## What you should do
Every line below that holds "from" must be copied.

## Task input
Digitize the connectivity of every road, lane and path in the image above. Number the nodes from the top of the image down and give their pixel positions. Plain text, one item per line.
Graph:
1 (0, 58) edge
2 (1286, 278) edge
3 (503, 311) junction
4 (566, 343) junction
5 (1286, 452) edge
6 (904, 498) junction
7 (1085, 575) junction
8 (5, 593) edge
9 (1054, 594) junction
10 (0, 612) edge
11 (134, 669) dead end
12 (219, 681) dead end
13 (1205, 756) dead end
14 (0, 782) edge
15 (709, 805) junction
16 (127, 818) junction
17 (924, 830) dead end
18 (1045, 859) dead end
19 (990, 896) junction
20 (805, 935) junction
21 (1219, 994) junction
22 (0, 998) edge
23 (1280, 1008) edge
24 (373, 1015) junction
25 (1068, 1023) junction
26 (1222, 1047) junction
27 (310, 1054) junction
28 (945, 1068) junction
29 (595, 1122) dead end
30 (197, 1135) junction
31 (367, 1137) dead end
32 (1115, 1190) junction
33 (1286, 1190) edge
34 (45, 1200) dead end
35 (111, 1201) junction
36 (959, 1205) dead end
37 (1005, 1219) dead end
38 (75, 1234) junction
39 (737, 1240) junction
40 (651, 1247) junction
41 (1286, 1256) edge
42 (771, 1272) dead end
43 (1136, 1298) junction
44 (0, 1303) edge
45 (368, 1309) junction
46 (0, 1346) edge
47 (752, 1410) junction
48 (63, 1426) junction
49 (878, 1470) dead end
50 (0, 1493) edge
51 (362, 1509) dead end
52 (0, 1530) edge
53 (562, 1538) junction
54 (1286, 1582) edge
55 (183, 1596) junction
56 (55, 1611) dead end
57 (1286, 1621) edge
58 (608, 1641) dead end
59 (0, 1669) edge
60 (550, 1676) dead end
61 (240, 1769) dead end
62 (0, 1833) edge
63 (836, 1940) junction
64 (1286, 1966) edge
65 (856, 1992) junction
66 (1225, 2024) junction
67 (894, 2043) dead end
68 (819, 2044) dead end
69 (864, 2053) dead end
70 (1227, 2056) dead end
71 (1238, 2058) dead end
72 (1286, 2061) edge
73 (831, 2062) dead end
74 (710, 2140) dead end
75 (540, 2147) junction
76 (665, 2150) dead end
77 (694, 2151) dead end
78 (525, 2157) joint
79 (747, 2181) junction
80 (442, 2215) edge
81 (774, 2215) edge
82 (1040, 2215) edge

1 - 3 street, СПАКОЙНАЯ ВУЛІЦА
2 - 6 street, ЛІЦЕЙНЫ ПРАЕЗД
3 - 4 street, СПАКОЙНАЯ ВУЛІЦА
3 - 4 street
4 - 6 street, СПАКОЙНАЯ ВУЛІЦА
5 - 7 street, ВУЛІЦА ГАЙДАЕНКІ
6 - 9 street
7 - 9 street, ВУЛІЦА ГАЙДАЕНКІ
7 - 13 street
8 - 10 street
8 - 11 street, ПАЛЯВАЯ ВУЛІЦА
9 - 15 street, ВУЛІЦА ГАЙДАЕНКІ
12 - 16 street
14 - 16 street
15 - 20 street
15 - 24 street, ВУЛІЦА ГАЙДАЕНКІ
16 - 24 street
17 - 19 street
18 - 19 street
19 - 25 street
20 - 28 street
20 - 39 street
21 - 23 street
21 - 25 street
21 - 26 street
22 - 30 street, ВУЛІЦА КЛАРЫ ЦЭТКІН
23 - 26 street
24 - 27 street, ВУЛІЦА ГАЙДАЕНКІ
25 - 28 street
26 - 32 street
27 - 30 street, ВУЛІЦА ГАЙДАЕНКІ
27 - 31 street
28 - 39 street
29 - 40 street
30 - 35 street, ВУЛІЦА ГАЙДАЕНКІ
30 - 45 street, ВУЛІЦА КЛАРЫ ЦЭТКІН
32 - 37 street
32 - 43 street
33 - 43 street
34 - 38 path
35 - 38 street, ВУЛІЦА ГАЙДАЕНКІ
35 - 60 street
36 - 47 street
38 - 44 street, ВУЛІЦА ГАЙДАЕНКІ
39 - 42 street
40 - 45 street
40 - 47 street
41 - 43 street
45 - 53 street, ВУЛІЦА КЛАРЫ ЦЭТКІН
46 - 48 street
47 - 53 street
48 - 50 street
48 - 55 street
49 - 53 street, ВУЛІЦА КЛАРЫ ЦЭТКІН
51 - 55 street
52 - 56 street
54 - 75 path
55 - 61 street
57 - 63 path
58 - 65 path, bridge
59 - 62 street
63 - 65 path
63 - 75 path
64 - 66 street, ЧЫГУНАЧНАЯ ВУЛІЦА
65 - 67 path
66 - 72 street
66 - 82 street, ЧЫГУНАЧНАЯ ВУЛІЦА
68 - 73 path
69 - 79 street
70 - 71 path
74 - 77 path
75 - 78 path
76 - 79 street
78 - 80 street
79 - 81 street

* * *

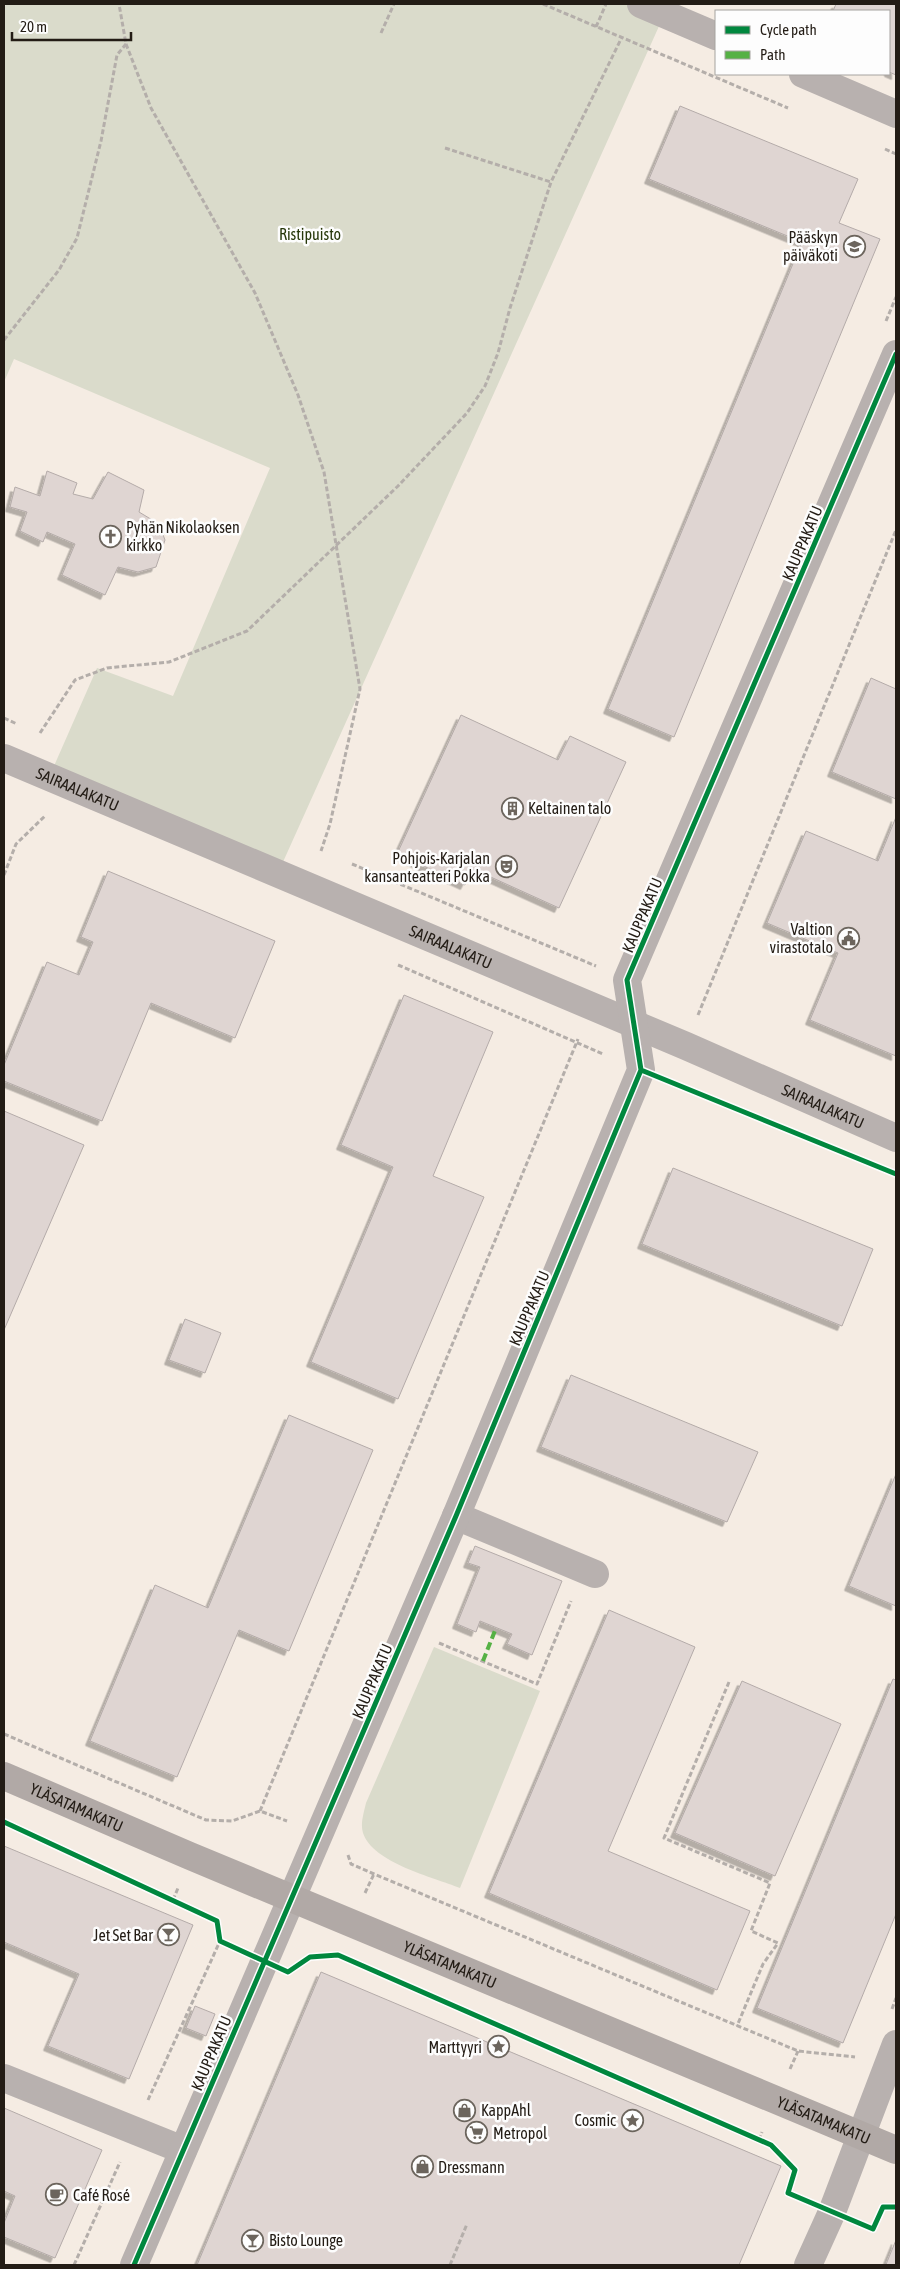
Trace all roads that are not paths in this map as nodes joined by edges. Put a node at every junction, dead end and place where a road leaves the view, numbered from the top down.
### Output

## Expected output
Digitize the connectivity of every road, lane and path in the image above. Number the nodes from the top of the image down and give their pixel positions. Plain text, one item per line.
Trace all roads that are not paths in this map as nodes joined by edges. Put a node at every junction, dead end and place where a road leaves the view, numbered from the top down.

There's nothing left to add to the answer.